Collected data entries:
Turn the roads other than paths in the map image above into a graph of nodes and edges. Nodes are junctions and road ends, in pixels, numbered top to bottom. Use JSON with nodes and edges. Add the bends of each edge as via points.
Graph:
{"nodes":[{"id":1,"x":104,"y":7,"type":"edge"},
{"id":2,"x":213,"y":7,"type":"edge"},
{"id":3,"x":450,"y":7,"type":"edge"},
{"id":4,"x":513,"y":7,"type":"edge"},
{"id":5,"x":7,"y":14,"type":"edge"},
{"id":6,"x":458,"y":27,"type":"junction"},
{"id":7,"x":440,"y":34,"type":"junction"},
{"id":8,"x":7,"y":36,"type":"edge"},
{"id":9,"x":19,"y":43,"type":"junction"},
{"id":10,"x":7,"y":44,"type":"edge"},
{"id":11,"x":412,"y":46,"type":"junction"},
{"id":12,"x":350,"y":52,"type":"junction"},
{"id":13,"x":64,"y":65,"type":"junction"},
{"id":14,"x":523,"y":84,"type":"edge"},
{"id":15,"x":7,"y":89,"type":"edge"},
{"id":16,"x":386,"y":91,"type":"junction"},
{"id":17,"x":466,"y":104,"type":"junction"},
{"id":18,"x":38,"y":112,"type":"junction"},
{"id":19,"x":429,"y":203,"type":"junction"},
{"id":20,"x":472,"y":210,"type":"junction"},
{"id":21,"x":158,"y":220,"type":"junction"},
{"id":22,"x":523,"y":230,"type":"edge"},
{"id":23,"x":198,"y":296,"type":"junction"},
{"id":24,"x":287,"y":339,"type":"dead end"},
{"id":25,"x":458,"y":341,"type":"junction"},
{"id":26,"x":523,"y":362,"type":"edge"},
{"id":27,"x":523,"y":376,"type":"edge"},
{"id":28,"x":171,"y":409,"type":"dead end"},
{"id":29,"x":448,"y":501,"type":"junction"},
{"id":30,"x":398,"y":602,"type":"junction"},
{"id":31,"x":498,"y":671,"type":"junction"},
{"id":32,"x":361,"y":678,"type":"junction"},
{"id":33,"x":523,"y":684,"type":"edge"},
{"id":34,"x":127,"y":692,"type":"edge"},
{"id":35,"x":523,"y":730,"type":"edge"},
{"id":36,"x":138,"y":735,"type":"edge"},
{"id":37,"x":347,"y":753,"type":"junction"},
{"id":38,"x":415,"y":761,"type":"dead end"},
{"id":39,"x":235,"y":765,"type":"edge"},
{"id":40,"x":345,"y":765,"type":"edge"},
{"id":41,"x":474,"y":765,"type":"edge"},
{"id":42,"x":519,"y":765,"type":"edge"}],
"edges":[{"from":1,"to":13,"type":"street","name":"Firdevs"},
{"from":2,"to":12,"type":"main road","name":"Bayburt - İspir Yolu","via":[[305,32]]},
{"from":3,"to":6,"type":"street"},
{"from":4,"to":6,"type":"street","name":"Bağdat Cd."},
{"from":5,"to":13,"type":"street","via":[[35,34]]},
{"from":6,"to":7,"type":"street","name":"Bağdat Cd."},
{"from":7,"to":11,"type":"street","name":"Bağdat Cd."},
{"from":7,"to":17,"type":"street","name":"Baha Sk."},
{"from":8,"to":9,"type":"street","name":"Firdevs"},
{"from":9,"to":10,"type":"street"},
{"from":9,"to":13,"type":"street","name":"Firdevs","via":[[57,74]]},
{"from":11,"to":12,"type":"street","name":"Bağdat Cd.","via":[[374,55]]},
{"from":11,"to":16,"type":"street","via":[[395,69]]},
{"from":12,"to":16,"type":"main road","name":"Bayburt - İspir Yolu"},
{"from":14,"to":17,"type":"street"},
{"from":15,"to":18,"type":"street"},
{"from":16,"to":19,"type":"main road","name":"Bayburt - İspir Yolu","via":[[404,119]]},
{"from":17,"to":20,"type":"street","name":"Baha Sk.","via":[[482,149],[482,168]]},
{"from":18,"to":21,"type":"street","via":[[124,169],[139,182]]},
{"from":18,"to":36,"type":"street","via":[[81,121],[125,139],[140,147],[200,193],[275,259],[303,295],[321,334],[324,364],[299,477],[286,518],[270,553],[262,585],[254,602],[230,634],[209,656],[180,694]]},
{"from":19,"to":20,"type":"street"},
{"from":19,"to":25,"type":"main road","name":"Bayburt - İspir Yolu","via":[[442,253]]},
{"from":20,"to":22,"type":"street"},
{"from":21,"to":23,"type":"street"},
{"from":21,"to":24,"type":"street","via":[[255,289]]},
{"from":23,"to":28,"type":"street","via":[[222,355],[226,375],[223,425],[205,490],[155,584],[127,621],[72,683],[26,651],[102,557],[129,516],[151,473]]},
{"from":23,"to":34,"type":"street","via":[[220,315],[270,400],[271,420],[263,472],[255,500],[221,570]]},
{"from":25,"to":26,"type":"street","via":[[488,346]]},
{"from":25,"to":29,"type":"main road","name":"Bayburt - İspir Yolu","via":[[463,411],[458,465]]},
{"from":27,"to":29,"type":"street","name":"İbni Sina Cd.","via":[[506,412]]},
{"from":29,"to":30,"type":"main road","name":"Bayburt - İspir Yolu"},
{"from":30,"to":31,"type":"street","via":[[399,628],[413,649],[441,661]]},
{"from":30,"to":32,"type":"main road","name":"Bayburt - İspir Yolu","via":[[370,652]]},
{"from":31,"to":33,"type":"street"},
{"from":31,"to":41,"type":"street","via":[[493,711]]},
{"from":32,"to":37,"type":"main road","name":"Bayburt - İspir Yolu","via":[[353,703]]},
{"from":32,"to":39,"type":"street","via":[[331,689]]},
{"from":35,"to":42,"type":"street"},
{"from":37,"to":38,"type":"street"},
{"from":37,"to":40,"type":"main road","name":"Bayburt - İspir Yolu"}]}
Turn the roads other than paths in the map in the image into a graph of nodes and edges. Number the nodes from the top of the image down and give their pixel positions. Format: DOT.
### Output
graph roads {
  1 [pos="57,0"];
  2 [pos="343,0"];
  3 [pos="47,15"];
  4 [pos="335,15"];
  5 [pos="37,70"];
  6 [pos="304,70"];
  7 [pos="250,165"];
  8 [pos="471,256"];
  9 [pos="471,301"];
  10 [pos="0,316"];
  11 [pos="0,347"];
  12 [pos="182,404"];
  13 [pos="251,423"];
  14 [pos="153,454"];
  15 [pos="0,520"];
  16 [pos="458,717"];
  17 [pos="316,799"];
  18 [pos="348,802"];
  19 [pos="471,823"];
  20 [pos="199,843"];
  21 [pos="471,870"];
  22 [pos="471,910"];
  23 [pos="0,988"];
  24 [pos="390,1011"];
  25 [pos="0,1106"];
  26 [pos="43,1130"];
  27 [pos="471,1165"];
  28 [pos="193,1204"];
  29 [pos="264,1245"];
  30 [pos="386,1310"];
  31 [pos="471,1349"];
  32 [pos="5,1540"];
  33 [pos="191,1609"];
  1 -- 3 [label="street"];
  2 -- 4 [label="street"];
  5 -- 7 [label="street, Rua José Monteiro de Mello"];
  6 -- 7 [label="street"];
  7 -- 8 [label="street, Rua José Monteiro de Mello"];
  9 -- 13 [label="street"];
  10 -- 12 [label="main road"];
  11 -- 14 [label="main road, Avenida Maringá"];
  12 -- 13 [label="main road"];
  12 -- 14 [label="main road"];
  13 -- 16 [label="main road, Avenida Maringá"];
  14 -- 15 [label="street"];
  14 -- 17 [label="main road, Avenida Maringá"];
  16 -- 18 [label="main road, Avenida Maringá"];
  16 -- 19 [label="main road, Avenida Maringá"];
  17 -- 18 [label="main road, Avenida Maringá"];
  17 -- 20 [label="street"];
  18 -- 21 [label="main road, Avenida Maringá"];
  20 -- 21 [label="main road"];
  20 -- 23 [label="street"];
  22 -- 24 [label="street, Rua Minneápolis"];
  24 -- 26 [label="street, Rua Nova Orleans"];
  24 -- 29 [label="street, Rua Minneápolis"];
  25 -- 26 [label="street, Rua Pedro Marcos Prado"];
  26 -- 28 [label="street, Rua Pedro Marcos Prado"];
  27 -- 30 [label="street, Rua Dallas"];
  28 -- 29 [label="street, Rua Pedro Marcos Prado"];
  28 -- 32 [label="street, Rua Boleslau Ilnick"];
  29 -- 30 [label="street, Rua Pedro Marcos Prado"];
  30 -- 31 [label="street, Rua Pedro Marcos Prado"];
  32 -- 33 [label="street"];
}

▸ **Aim of the exercise**: List the lines of the entries that include "Mello".

▸ **Output below**:
  5 -- 7 [label="street, Rua José Monteiro de Mello"];
  7 -- 8 [label="street, Rua José Monteiro de Mello"];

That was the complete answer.